◆ **ASSIGNMENT**
Wherever the word "that" occurs in the lines below, copy the whole line.

◆ **TASK DATA**
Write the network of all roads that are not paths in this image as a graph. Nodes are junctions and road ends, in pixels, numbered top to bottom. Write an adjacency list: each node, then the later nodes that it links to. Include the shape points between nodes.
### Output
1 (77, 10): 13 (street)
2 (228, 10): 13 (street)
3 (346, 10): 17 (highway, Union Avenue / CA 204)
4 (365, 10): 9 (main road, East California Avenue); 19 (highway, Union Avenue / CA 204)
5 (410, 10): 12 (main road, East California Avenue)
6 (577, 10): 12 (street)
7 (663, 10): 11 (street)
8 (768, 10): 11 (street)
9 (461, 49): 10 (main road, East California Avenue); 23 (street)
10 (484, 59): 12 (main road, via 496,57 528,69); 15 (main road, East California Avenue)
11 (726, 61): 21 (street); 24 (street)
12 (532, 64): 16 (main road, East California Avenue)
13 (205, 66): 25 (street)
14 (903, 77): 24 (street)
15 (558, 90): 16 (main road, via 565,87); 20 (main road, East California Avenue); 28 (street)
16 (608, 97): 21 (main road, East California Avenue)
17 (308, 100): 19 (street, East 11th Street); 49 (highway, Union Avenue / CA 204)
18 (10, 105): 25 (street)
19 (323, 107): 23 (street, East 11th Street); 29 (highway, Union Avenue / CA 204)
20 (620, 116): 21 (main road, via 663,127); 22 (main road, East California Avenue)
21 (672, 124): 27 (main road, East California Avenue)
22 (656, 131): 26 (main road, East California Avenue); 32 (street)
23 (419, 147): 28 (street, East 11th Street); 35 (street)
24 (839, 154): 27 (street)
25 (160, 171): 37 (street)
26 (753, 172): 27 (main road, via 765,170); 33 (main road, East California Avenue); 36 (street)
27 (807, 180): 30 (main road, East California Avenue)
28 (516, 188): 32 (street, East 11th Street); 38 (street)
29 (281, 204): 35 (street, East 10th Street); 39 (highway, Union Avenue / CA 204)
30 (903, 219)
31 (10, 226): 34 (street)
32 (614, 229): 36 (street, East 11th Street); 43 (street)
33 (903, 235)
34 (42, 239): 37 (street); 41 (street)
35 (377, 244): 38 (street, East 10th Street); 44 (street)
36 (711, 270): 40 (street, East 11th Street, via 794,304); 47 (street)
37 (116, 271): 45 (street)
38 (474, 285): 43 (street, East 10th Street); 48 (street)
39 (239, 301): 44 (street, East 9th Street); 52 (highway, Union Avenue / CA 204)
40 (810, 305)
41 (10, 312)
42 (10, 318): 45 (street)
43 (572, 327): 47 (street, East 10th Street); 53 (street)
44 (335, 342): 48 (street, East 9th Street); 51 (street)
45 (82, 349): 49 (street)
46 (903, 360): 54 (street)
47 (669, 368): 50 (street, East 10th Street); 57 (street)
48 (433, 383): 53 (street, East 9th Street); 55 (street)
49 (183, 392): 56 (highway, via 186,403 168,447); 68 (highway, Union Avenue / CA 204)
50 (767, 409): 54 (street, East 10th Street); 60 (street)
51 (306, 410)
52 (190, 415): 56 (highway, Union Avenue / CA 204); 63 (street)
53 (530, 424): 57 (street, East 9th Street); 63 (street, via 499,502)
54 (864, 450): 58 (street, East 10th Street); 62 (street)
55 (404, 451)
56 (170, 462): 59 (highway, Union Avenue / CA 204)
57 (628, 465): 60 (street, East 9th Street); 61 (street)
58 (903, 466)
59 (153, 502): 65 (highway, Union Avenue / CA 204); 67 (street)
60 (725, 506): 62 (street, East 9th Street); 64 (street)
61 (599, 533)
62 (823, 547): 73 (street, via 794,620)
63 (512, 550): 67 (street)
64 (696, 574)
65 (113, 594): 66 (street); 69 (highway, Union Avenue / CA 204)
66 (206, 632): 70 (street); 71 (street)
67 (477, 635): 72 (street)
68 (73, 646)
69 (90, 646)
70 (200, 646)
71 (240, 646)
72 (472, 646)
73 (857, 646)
---
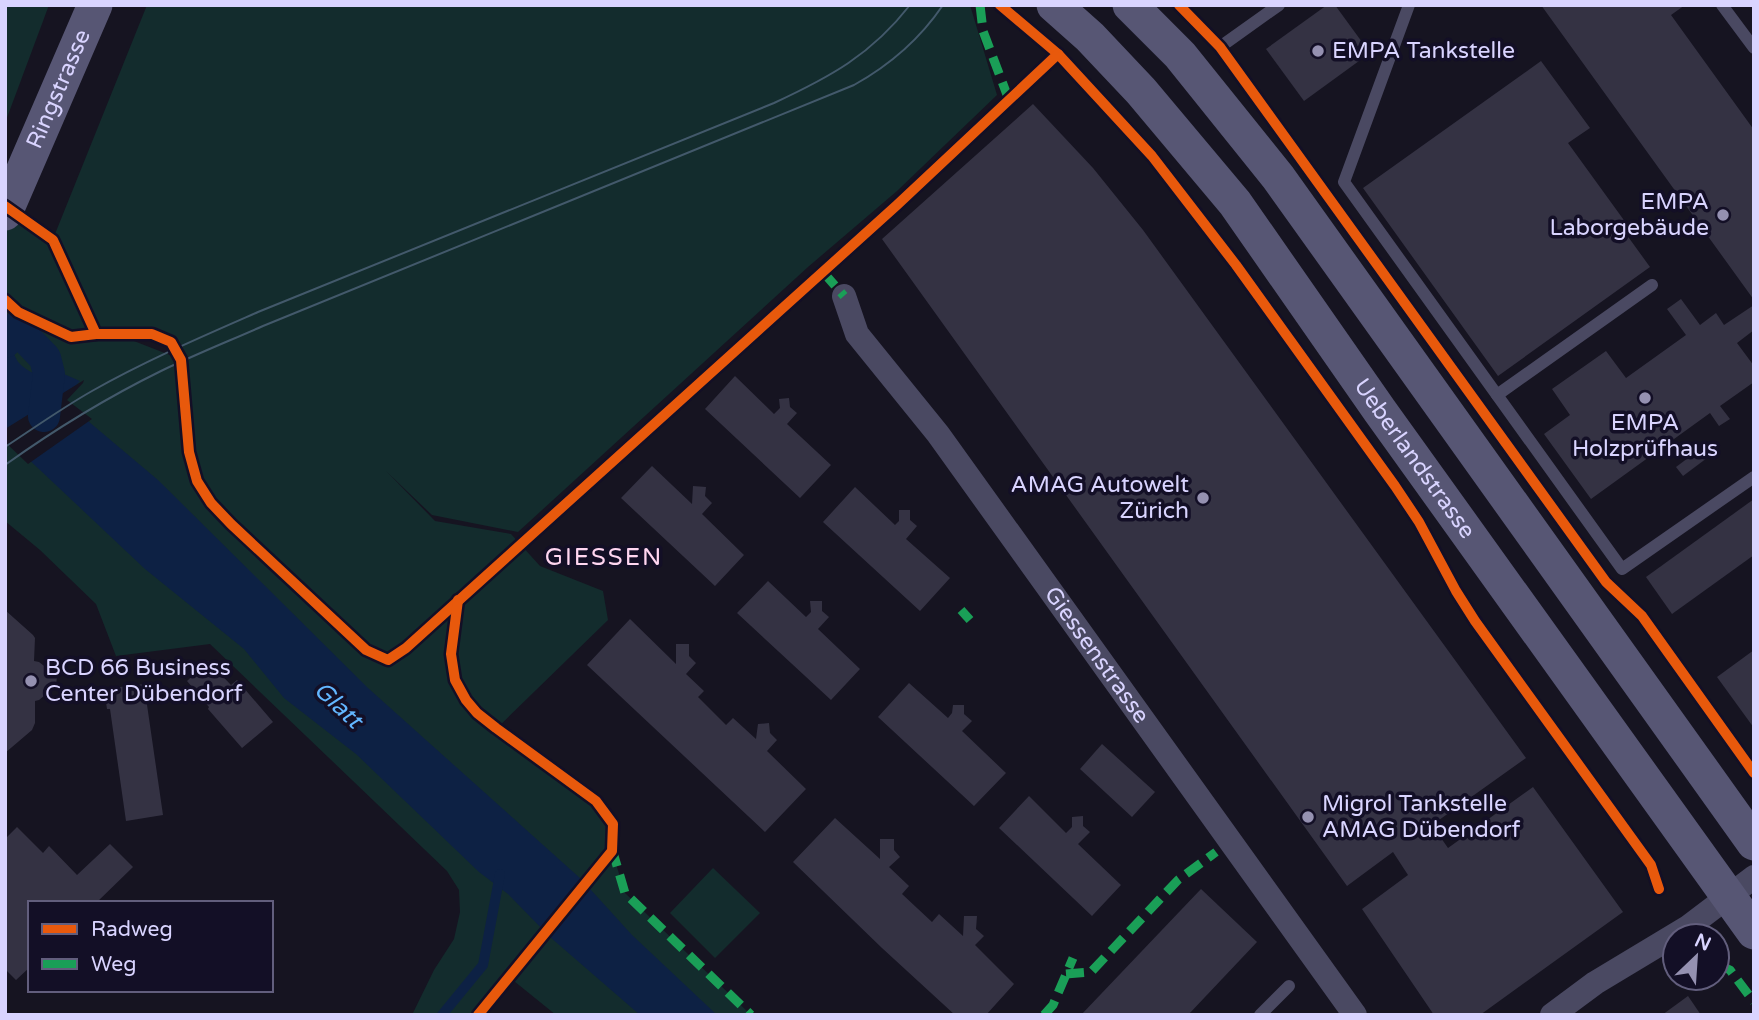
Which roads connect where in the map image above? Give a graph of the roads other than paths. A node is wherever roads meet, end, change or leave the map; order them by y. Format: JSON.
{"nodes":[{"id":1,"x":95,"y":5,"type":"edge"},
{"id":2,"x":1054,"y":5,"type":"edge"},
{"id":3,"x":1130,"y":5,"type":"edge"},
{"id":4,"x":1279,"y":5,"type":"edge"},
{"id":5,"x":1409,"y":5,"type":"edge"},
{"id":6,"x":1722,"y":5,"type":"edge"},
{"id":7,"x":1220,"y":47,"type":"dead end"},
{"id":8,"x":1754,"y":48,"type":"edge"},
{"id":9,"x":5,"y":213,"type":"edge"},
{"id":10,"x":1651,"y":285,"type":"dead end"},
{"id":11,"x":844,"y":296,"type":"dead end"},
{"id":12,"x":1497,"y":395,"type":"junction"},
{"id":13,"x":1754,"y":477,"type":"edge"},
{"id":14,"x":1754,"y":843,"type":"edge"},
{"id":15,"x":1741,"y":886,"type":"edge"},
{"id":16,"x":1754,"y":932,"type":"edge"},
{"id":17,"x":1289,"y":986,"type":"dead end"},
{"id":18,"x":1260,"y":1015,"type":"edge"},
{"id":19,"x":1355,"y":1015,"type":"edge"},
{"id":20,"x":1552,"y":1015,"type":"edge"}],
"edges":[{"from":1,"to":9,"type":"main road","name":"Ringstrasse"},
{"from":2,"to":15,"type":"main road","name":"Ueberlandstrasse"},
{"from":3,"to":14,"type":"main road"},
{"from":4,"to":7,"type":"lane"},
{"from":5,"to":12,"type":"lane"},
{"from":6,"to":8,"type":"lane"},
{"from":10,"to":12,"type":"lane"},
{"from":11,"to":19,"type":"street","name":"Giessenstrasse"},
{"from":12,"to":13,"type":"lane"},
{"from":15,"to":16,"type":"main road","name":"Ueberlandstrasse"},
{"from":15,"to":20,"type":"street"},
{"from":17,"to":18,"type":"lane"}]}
* * *
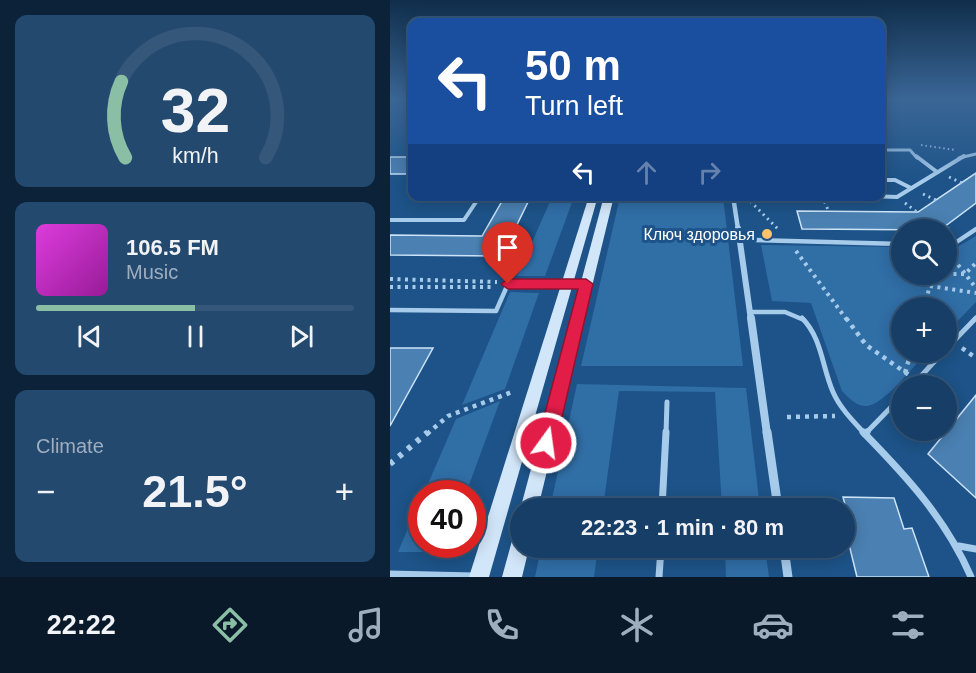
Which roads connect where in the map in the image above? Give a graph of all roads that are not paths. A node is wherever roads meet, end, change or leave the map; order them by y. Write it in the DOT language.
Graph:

◆ **ANSWER TO THIS EXERCISE**
Write the network of all roads that are not paths in this image as a graph. Nodes are junctions and road ends, in pixels, numbered top to bottom. Write an adjacency list: each node, then the later nodes that it links to. Include the shape points between nodes.
Which roads connect where in the map in the image above? Give a graph of all roads that are not paths. A node is wherever roads meet, end, change or leave the map; order them by y. Write it in the DOT language.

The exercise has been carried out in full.